Hola, ahí.
A veces te hablo de sentimientos, otras elijo escribir sobre comida o sobre el humor. Pero hoy decidí que voy a hablarte de la guerra.
Y pensé en hacerlo porque me interesa el tema y porque se me ocurrió que, a lo mejor, este envío podría ayudarte a interpretar cosas complejas y durísimas que están pasando en el mundo, o sea, acá nomás.
Las mismas preguntas
Por estos días se cumplió un año de la invasión militar ordenada por Vladimir Putin que dio comienzo a la guerra en Ucrania. Seguramente habrás visto que se publicaron muchos artículos a propósito de esta fecha y habrás advertido que así como en febrero de 2022 el gran interrogante era ¿por qué ahora?, hoy la pregunta que todos se hacen es ¿hasta cuándo? o, más bien, ¿existe alguna posibilidad de paz a corto plazo?

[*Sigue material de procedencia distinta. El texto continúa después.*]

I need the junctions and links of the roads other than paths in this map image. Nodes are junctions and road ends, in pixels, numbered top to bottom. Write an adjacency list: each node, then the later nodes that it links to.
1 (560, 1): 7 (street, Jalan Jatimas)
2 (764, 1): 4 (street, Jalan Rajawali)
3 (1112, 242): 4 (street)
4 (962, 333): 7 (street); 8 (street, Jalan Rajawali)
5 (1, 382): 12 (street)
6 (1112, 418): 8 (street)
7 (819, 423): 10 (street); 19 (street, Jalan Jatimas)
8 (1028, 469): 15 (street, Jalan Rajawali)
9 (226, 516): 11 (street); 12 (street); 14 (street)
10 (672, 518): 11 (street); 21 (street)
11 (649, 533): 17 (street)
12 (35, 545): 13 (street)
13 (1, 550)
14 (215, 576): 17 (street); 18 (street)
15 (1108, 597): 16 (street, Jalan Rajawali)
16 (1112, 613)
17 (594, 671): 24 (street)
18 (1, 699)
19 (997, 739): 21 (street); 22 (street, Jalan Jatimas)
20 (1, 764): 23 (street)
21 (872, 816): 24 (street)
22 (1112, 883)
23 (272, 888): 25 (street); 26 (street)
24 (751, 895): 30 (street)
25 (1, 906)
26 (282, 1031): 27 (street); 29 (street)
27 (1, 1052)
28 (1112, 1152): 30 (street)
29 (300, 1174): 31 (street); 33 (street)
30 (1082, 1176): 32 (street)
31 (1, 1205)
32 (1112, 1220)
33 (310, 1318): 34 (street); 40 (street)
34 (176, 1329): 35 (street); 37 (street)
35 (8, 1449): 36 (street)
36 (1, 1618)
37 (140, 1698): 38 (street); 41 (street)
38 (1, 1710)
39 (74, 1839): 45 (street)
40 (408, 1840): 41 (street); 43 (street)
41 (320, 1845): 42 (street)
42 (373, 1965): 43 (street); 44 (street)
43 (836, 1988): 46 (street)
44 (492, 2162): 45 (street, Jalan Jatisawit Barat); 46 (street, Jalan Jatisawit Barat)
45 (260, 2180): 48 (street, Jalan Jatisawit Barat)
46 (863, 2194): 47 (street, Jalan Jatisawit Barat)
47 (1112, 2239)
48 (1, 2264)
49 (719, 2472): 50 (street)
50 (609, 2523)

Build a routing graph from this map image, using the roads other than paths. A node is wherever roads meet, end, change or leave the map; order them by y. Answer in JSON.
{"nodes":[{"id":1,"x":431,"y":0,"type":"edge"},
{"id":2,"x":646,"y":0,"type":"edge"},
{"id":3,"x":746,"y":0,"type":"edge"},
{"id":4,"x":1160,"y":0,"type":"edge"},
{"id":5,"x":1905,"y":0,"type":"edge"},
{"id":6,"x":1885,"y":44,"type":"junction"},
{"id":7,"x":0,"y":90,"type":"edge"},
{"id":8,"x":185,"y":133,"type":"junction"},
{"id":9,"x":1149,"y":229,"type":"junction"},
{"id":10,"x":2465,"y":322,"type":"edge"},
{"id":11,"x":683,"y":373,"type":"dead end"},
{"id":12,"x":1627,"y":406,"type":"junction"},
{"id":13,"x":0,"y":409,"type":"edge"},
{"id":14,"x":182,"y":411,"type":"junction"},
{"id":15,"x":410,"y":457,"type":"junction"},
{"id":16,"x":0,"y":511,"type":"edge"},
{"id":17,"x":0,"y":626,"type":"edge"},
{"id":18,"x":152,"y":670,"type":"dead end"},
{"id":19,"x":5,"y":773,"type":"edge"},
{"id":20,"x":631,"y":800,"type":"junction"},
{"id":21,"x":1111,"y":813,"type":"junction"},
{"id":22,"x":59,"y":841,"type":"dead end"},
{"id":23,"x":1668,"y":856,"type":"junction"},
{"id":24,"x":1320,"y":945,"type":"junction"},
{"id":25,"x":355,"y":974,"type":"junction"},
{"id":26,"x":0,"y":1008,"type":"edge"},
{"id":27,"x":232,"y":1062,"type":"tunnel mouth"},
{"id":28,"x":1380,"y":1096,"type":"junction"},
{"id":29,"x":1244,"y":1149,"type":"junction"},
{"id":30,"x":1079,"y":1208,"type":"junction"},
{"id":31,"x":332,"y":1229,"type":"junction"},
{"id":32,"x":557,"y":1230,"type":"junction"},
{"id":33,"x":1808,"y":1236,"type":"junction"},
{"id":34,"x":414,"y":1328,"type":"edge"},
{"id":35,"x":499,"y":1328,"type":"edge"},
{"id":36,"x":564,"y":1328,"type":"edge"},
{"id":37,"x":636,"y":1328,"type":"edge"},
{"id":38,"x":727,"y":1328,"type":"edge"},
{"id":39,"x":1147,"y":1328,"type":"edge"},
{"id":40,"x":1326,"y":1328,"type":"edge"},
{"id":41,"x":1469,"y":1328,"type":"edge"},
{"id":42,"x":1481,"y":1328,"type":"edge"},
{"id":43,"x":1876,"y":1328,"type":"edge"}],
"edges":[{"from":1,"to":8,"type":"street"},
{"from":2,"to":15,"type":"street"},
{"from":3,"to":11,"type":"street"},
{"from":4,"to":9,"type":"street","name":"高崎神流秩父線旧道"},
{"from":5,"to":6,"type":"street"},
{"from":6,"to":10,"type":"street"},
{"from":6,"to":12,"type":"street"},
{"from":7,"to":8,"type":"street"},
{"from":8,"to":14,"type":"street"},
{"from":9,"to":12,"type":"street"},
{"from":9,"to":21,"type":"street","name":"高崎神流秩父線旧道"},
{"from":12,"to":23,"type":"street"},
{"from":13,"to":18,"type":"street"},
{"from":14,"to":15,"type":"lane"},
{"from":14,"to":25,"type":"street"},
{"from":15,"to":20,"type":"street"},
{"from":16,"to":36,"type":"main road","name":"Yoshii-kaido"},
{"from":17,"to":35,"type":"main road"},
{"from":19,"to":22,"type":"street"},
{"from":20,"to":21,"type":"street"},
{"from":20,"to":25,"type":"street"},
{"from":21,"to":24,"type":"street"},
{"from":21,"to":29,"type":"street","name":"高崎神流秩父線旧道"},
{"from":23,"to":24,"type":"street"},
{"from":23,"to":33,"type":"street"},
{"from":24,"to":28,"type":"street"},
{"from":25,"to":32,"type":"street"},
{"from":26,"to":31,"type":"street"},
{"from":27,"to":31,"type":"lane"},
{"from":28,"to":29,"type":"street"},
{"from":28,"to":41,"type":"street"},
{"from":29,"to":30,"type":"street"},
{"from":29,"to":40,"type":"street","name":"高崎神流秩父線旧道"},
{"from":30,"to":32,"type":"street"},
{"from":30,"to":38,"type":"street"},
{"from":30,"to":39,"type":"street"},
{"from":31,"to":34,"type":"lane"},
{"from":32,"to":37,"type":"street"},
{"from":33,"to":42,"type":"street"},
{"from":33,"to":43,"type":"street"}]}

Como periodista, vengo siguiendo los pasos de Putin hace más de 20 años. No llevo la cuenta de las notas que escribí sobre el presidente ruso aunque sí sé que escribí dos libros sobre su relación con los rusos que lo votaban porque confiaban en él como líder o aquellos que, si no lo votaban, en su mayoría optaban por no decirlo en público por temor a represalias, víctimas del pánico de un pueblo cuya historia está marcada por la represión y el autoritarismo (y porque desde un primer momento quedó claro que Putin, ex director del FSB, organismo sucesor de la temible KGB, tenía recursos para hacer callar —a veces para siempre— a cualquier voz opositora).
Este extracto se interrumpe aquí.